What started out as a game in 2018 turned into a horror movie years later when two friends saw their initial investment reach $2 million. A forgotten PIN code is to blame and a hacker is the solution.

In early 2018, Dan Reich and a friend decided to spend $50,000 worth of bitcoin on a batch of Theta tokens, a new cryptocurrency that was only worth 21 cents each at the time. Because the exchange headquarters was in China and major government crackdowns on cryptocurrencies were expected, They decided to move the investment to a wallet (Trezor).

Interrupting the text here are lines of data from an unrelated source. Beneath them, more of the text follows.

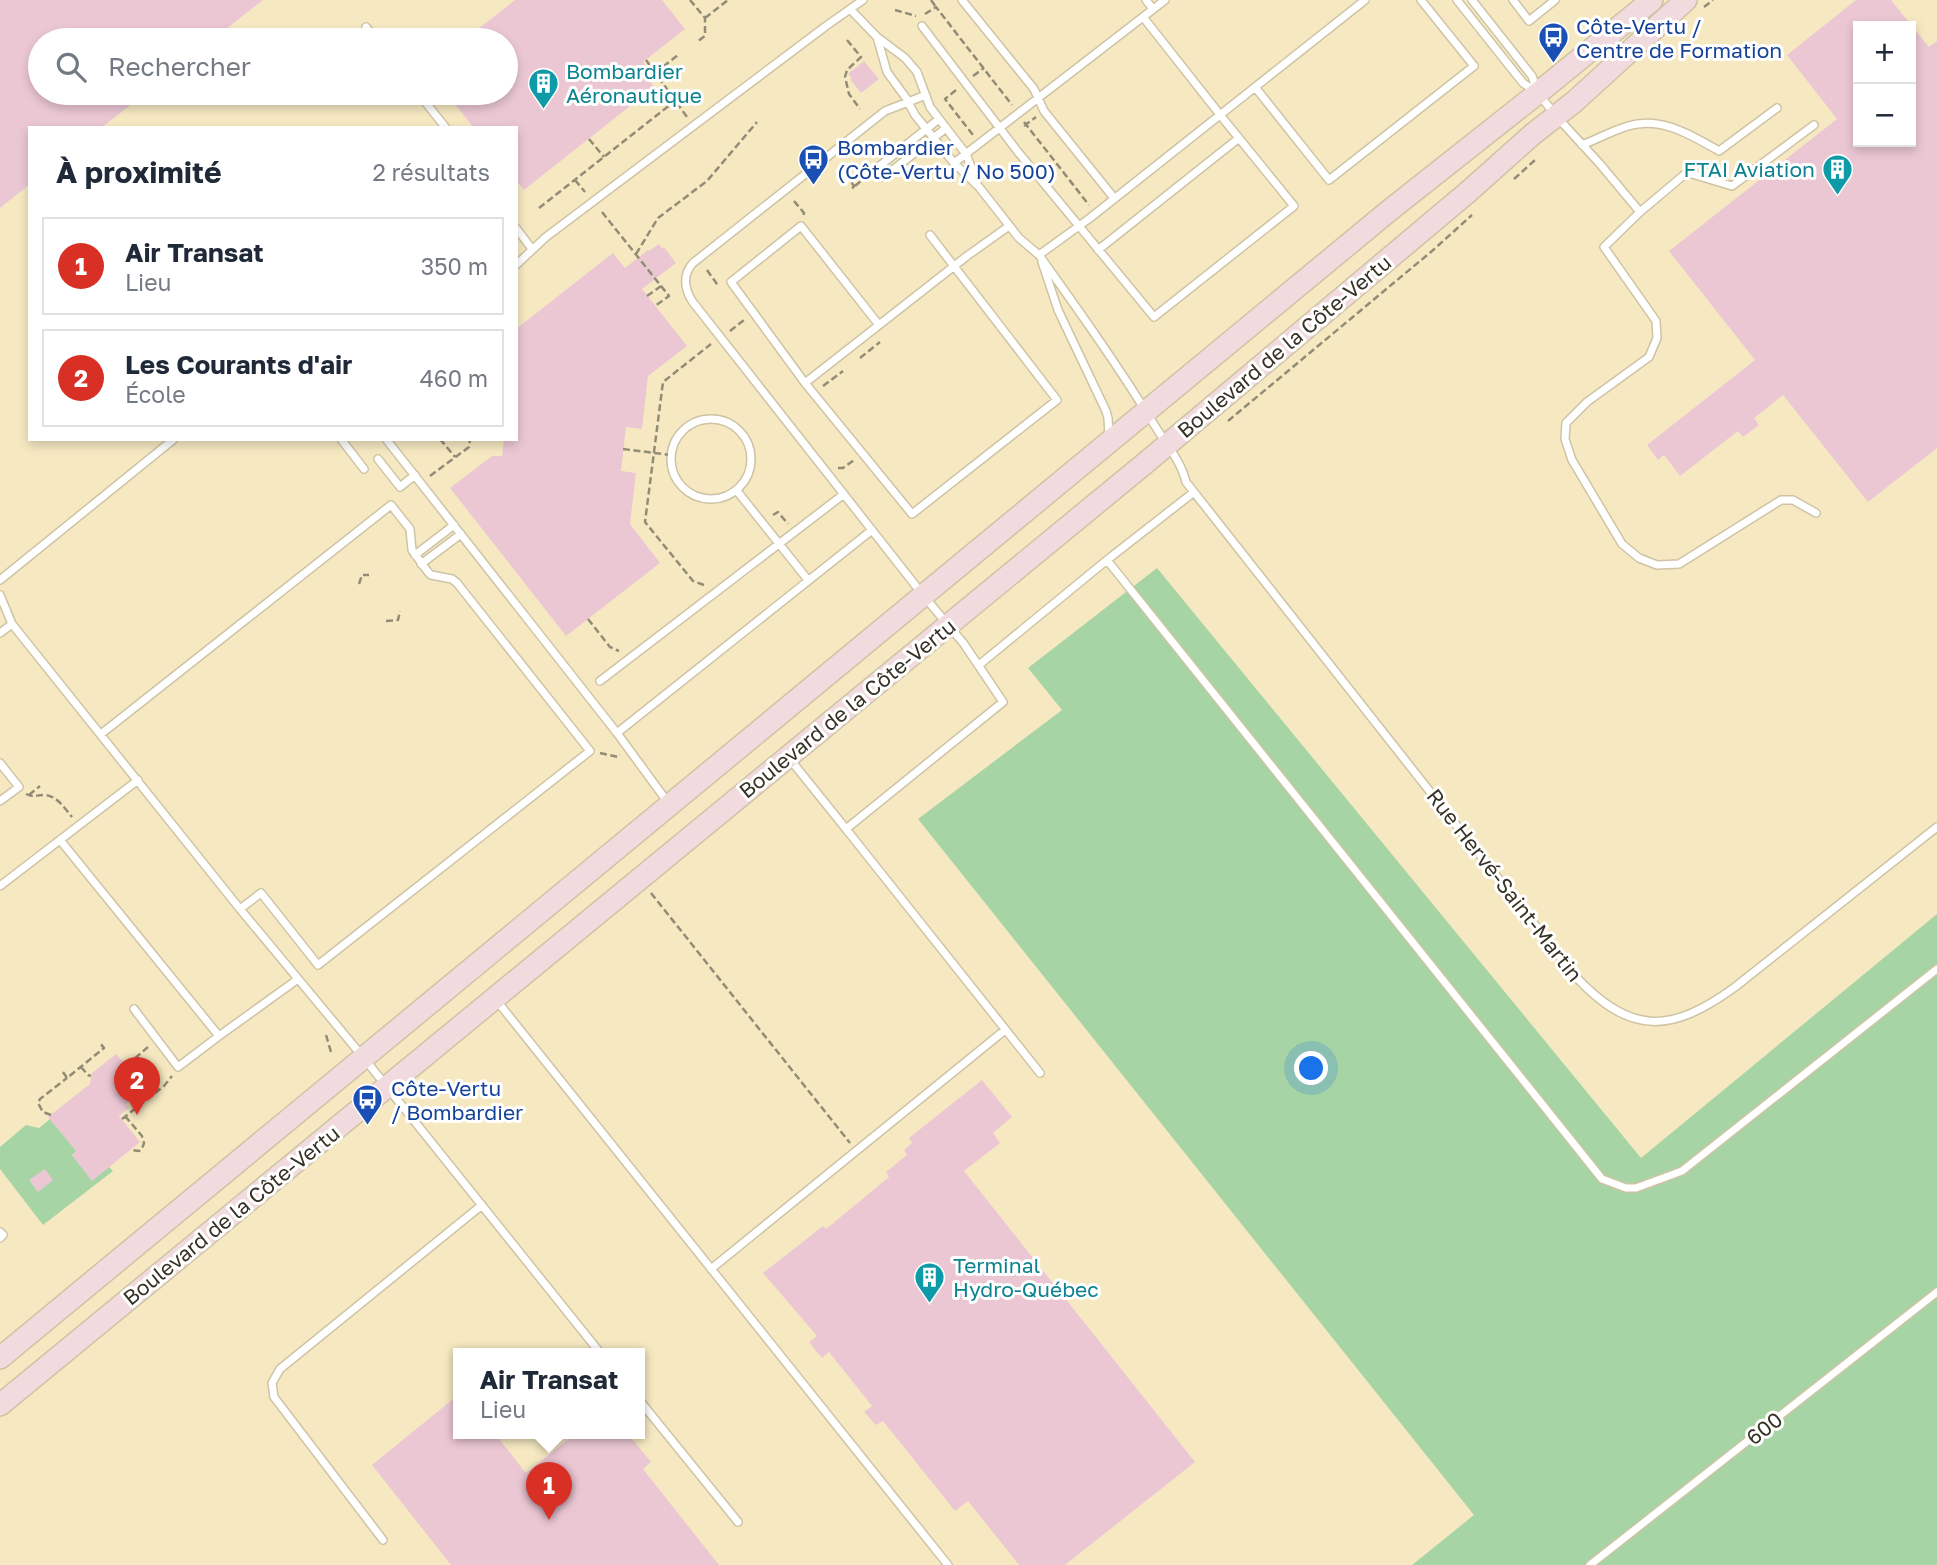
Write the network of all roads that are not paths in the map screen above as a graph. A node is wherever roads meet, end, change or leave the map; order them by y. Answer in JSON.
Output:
{"nodes":[{"id":1,"x":863,"y":0,"type":"edge"},
{"id":2,"x":962,"y":0,"type":"edge"},
{"id":3,"x":1146,"y":0,"type":"edge"},
{"id":4,"x":1165,"y":0,"type":"edge"},
{"id":5,"x":1366,"y":0,"type":"edge"},
{"id":6,"x":1421,"y":0,"type":"edge"},
{"id":7,"x":1457,"y":0,"type":"edge"},
{"id":8,"x":1472,"y":0,"type":"edge"},
{"id":9,"x":1513,"y":0,"type":"edge"},
{"id":10,"x":1555,"y":0,"type":"edge"},
{"id":11,"x":1652,"y":0,"type":"edge"},
{"id":12,"x":1686,"y":0,"type":"edge"},
{"id":13,"x":850,"y":9,"type":"junction"},
{"id":14,"x":1153,"y":9,"type":"junction"},
{"id":15,"x":1143,"y":17,"type":"junction"},
{"id":16,"x":922,"y":26,"type":"dead end"},
{"id":17,"x":877,"y":37,"type":"junction"},
{"id":18,"x":1255,"y":87,"type":"junction"},
{"id":19,"x":1538,"y":93,"type":"junction"},
{"id":20,"x":926,"y":95,"type":"junction"},
{"id":21,"x":1039,"y":99,"type":"junction"},
{"id":22,"x":908,"y":102,"type":"junction"},
{"id":23,"x":428,"y":105,"type":"edge"},
{"id":24,"x":1777,"y":108,"type":"dead end"},
{"id":25,"x":1220,"y":115,"type":"junction"},
{"id":26,"x":1556,"y":116,"type":"junction"},
{"id":27,"x":939,"y":119,"type":"junction"},
{"id":28,"x":1814,"y":125,"type":"dead end"},
{"id":29,"x":444,"y":126,"type":"edge"},
{"id":30,"x":946,"y":128,"type":"junction"},
{"id":31,"x":1001,"y":128,"type":"junction"},
{"id":32,"x":926,"y":129,"type":"junction"},
{"id":33,"x":934,"y":138,"type":"junction"},
{"id":34,"x":1239,"y":138,"type":"junction"},
{"id":35,"x":1583,"y":145,"type":"junction"},
{"id":36,"x":969,"y":152,"type":"junction"},
{"id":37,"x":954,"y":163,"type":"junction"},
{"id":38,"x":877,"y":168,"type":"road end"},
{"id":39,"x":884,"y":177,"type":"dead end"},
{"id":40,"x":979,"y":187,"type":"junction"},
{"id":41,"x":1114,"y":198,"type":"junction"},
{"id":42,"x":1640,"y":212,"type":"junction"},
{"id":43,"x":1009,"y":226,"type":"junction"},
{"id":44,"x":1078,"y":226,"type":"junction"},
{"id":45,"x":518,"y":231,"type":"edge"},
{"id":46,"x":930,"y":235,"type":"dead end"},
{"id":47,"x":532,"y":249,"type":"junction"},
{"id":48,"x":1098,"y":250,"type":"junction"},
{"id":49,"x":1040,"y":255,"type":"junction"},
{"id":50,"x":518,"y":263,"type":"edge"},
{"id":51,"x":954,"y":266,"type":"junction"},
{"id":52,"x":879,"y":325,"type":"junction"},
{"id":53,"x":805,"y":383,"type":"junction"},
{"id":54,"x":1146,"y":411,"type":"junction"},
{"id":55,"x":172,"y":441,"type":"edge"},
{"id":56,"x":343,"y":441,"type":"edge"},
{"id":57,"x":388,"y":441,"type":"edge"},
{"id":58,"x":1109,"y":442,"type":"junction"},
{"id":59,"x":1166,"y":445,"type":"junction"},
{"id":60,"x":378,"y":459,"type":"dead end"},
{"id":61,"x":364,"y":469,"type":"dead end"},
{"id":62,"x":415,"y":475,"type":"junction"},
{"id":63,"x":737,"y":491,"type":"junction"},
{"id":64,"x":1194,"y":492,"type":"junction"},
{"id":65,"x":844,"y":494,"type":"junction"},
{"id":66,"x":1816,"y":513,"type":"dead end"},
{"id":67,"x":454,"y":525,"type":"junction"},
{"id":68,"x":872,"y":530,"type":"junction"},
{"id":69,"x":461,"y":534,"type":"junction"},
{"id":70,"x":778,"y":544,"type":"junction"},
{"id":71,"x":415,"y":555,"type":"junction"},
{"id":72,"x":1107,"y":560,"type":"junction"},
{"id":73,"x":421,"y":564,"type":"junction"},
{"id":74,"x":0,"y":580,"type":"edge"},
{"id":75,"x":808,"y":580,"type":"junction"},
{"id":76,"x":0,"y":594,"type":"edge"},
{"id":77,"x":923,"y":595,"type":"junction"},
{"id":78,"x":12,"y":624,"type":"junction"},
{"id":79,"x":949,"y":624,"type":"junction"},
{"id":80,"x":0,"y":633,"type":"edge"},
{"id":81,"x":979,"y":666,"type":"junction"},
{"id":82,"x":600,"y":681,"type":"dead end"},
{"id":83,"x":617,"y":733,"type":"junction"},
{"id":84,"x":101,"y":734,"type":"junction"},
{"id":85,"x":788,"y":757,"type":"junction"},
{"id":86,"x":0,"y":763,"type":"edge"},
{"id":87,"x":138,"y":780,"type":"junction"},
{"id":88,"x":0,"y":801,"type":"edge"},
{"id":89,"x":670,"y":805,"type":"junction"},
{"id":90,"x":1937,"y":827,"type":"edge"},
{"id":91,"x":846,"y":828,"type":"junction"},
{"id":92,"x":60,"y":840,"type":"junction"},
{"id":93,"x":0,"y":886,"type":"edge"},
{"id":94,"x":240,"y":909,"type":"junction"},
{"id":95,"x":1937,"y":969,"type":"edge"},
{"id":96,"x":298,"y":979,"type":"junction"},
{"id":97,"x":494,"y":998,"type":"junction"},
{"id":98,"x":134,"y":1009,"type":"dead end"},
{"id":99,"x":1005,"y":1030,"type":"junction"},
{"id":100,"x":219,"y":1036,"type":"junction"},
{"id":101,"x":363,"y":1057,"type":"junction"},
{"id":102,"x":1040,"y":1073,"type":"dead end"},
{"id":103,"x":387,"y":1088,"type":"junction"},
{"id":104,"x":482,"y":1205,"type":"junction"},
{"id":105,"x":0,"y":1232,"type":"edge"},
{"id":106,"x":0,"y":1238,"type":"edge"},
{"id":107,"x":711,"y":1269,"type":"junction"},
{"id":108,"x":1937,"y":1292,"type":"edge"},
{"id":109,"x":596,"y":1348,"type":"edge"},
{"id":110,"x":0,"y":1358,"type":"edge"},
{"id":111,"x":0,"y":1405,"type":"edge"},
{"id":112,"x":645,"y":1407,"type":"edge"},
{"id":113,"x":738,"y":1522,"type":"dead end"},
{"id":114,"x":383,"y":1540,"type":"dead end"},
{"id":115,"x":948,"y":1565,"type":"edge"},
{"id":116,"x":1590,"y":1565,"type":"edge"}],
"edges":[{"from":1,"to":13,"type":"lane"},
{"from":2,"to":21,"type":"lane"},
{"from":3,"to":14,"type":"lane"},
{"from":4,"to":14,"type":"lane"},
{"from":5,"to":18,"type":"lane"},
{"from":6,"to":18,"type":"lane"},
{"from":7,"to":19,"type":"lane"},
{"from":8,"to":19,"type":"lane"},
{"from":9,"to":10,"type":"lane"},
{"from":11,"to":19,"type":"street","name":"Boulevard de la Côte-Vertu"},
{"from":12,"to":26,"type":"street","name":"Boulevard de la Côte-Vertu"},
{"from":13,"to":17,"type":"lane"},
{"from":13,"to":47,"type":"lane"},
{"from":14,"to":15,"type":"lane"},
{"from":15,"to":21,"type":"lane"},
{"from":15,"to":25,"type":"lane"},
{"from":16,"to":31,"type":"lane"},
{"from":17,"to":20,"type":"lane"},
{"from":17,"to":22,"type":"lane"},
{"from":18,"to":25,"type":"lane"},
{"from":19,"to":26,"type":"lane"},
{"from":19,"to":54,"type":"street","name":"Boulevard de la Côte-Vertu"},
{"from":20,"to":22,"type":"lane"},
{"from":20,"to":27,"type":"lane"},
{"from":21,"to":31,"type":"lane"},
{"from":21,"to":41,"type":"lane"},
{"from":22,"to":32,"type":"lane"},
{"from":22,"to":65,"type":"lane"},
{"from":23,"to":29,"type":"lane"},
{"from":24,"to":35,"type":"lane"},
{"from":25,"to":34,"type":"lane"},
{"from":25,"to":41,"type":"lane"},
{"from":26,"to":35,"type":"lane"},
{"from":26,"to":59,"type":"street","name":"Boulevard de la Côte-Vertu"},
{"from":27,"to":30,"type":"lane"},
{"from":27,"to":32,"type":"lane"},
{"from":28,"to":42,"type":"lane"},
{"from":30,"to":33,"type":"lane"},
{"from":30,"to":36,"type":"lane"},
{"from":31,"to":36,"type":"lane"},
{"from":31,"to":44,"type":"lane"},
{"from":32,"to":33,"type":"lane"},
{"from":32,"to":38,"type":"lane"},
{"from":33,"to":37,"type":"lane"},
{"from":33,"to":39,"type":"lane"},
{"from":34,"to":48,"type":"lane"},
{"from":34,"to":48,"type":"lane"},
{"from":35,"to":42,"type":"lane"},
{"from":36,"to":37,"type":"lane"},
{"from":36,"to":40,"type":"lane"},
{"from":37,"to":40,"type":"lane"},
{"from":40,"to":43,"type":"lane","name":"Rue Hervé-Saint-Martin"},
{"from":41,"to":44,"type":"lane"},
{"from":42,"to":66,"type":"lane"},
{"from":43,"to":49,"type":"lane","name":"Rue Hervé-Saint-Martin"},
{"from":43,"to":51,"type":"lane"},
{"from":44,"to":48,"type":"lane"},
{"from":44,"to":49,"type":"lane"},
{"from":45,"to":47,"type":"lane"},
{"from":46,"to":51,"type":"lane"},
{"from":47,"to":50,"type":"lane"},
{"from":49,"to":54,"type":"lane","name":"Rue Hervé-Saint-Martin"},
{"from":49,"to":58,"type":"lane"},
{"from":51,"to":52,"type":"lane"},
{"from":51,"to":53,"type":"lane"},
{"from":52,"to":53,"type":"lane"},
{"from":52,"to":53,"type":"lane"},
{"from":54,"to":58,"type":"street","name":"Boulevard de la Côte-Vertu"},
{"from":54,"to":59,"type":"lane","name":"Rue Hervé-Saint-Martin"},
{"from":55,"to":74,"type":"lane"},
{"from":56,"to":61,"type":"lane"},
{"from":57,"to":62,"type":"lane"},
{"from":58,"to":77,"type":"street","name":"Boulevard de la Côte-Vertu"},
{"from":59,"to":64,"type":"lane","name":"Rue Hervé-Saint-Martin"},
{"from":59,"to":79,"type":"street","name":"Boulevard de la Côte-Vertu"},
{"from":60,"to":62,"type":"lane"},
{"from":62,"to":67,"type":"lane"},
{"from":63,"to":63,"type":"lane"},
{"from":63,"to":70,"type":"lane"},
{"from":64,"to":72,"type":"lane"},
{"from":64,"to":90,"type":"lane","name":"Rue Hervé-Saint-Martin"},
{"from":65,"to":68,"type":"lane"},
{"from":65,"to":70,"type":"lane"},
{"from":67,"to":69,"type":"lane"},
{"from":67,"to":71,"type":"lane"},
{"from":68,"to":75,"type":"lane"},
{"from":68,"to":77,"type":"lane"},
{"from":69,"to":73,"type":"lane"},
{"from":69,"to":83,"type":"lane"},
{"from":70,"to":75,"type":"lane"},
{"from":70,"to":82,"type":"lane"},
{"from":71,"to":73,"type":"lane"},
{"from":71,"to":84,"type":"lane"},
{"from":72,"to":81,"type":"lane"},
{"from":72,"to":95,"type":"lane"},
{"from":73,"to":94,"type":"lane"},
{"from":75,"to":83,"type":"lane"},
{"from":76,"to":78,"type":"lane"},
{"from":77,"to":79,"type":"lane"},
{"from":77,"to":89,"type":"street","name":"Boulevard de la Côte-Vertu"},
{"from":78,"to":80,"type":"lane"},
{"from":78,"to":84,"type":"lane"},
{"from":79,"to":81,"type":"lane"},
{"from":79,"to":85,"type":"street","name":"Boulevard de la Côte-Vertu"},
{"from":81,"to":91,"type":"lane"},
{"from":83,"to":89,"type":"lane"},
{"from":84,"to":87,"type":"lane"},
{"from":85,"to":91,"type":"lane"},
{"from":85,"to":97,"type":"street","name":"Boulevard de la Côte-Vertu"},
{"from":86,"to":88,"type":"lane"},
{"from":87,"to":92,"type":"lane"},
{"from":87,"to":94,"type":"lane"},
{"from":89,"to":101,"type":"street","name":"Boulevard de la Côte-Vertu"},
{"from":91,"to":99,"type":"lane"},
{"from":92,"to":93,"type":"lane"},
{"from":92,"to":100,"type":"lane"},
{"from":94,"to":96,"type":"lane"},
{"from":96,"to":100,"type":"lane"},
{"from":96,"to":101,"type":"lane"},
{"from":97,"to":103,"type":"street","name":"Boulevard de la Côte-Vertu"},
{"from":97,"to":107,"type":"lane"},
{"from":98,"to":100,"type":"lane"},
{"from":99,"to":102,"type":"lane"},
{"from":99,"to":107,"type":"lane"},
{"from":101,"to":103,"type":"lane"},
{"from":101,"to":110,"type":"street","name":"Boulevard de la Côte-Vertu"},
{"from":103,"to":104,"type":"lane"},
{"from":103,"to":111,"type":"street","name":"Boulevard de la Côte-Vertu"},
{"from":104,"to":109,"type":"lane"},
{"from":104,"to":114,"type":"lane"},
{"from":105,"to":106,"type":"lane"},
{"from":107,"to":115,"type":"lane"},
{"from":108,"to":116,"type":"lane","name":"600"},
{"from":112,"to":113,"type":"lane"}]}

After setting up a PIN and spending some time, they decided it was a good time to sell it and recoup the profits. But nevertheless, none of them remembered the PIN. The problem came when at that time the price skyrocketed and their profits began to skyrocket until they became millionaires.

Here in when they really panic and look for the solution to decipher the PIN of their wallet to be able to withdraw all the money. After attending a talk on how to do it, they knew it was possible. “At least we knew it was possible and had some directional idea of ​​how it could be done”, says Reich.

COVID and lockdowns put a damper on your plans in 2020, but in February 2021, with the value of its tokens now at $2.5 millionReich was making plans to fly to Europe, when they suddenly found a better option: a hardware hacker in America named Joe Grand.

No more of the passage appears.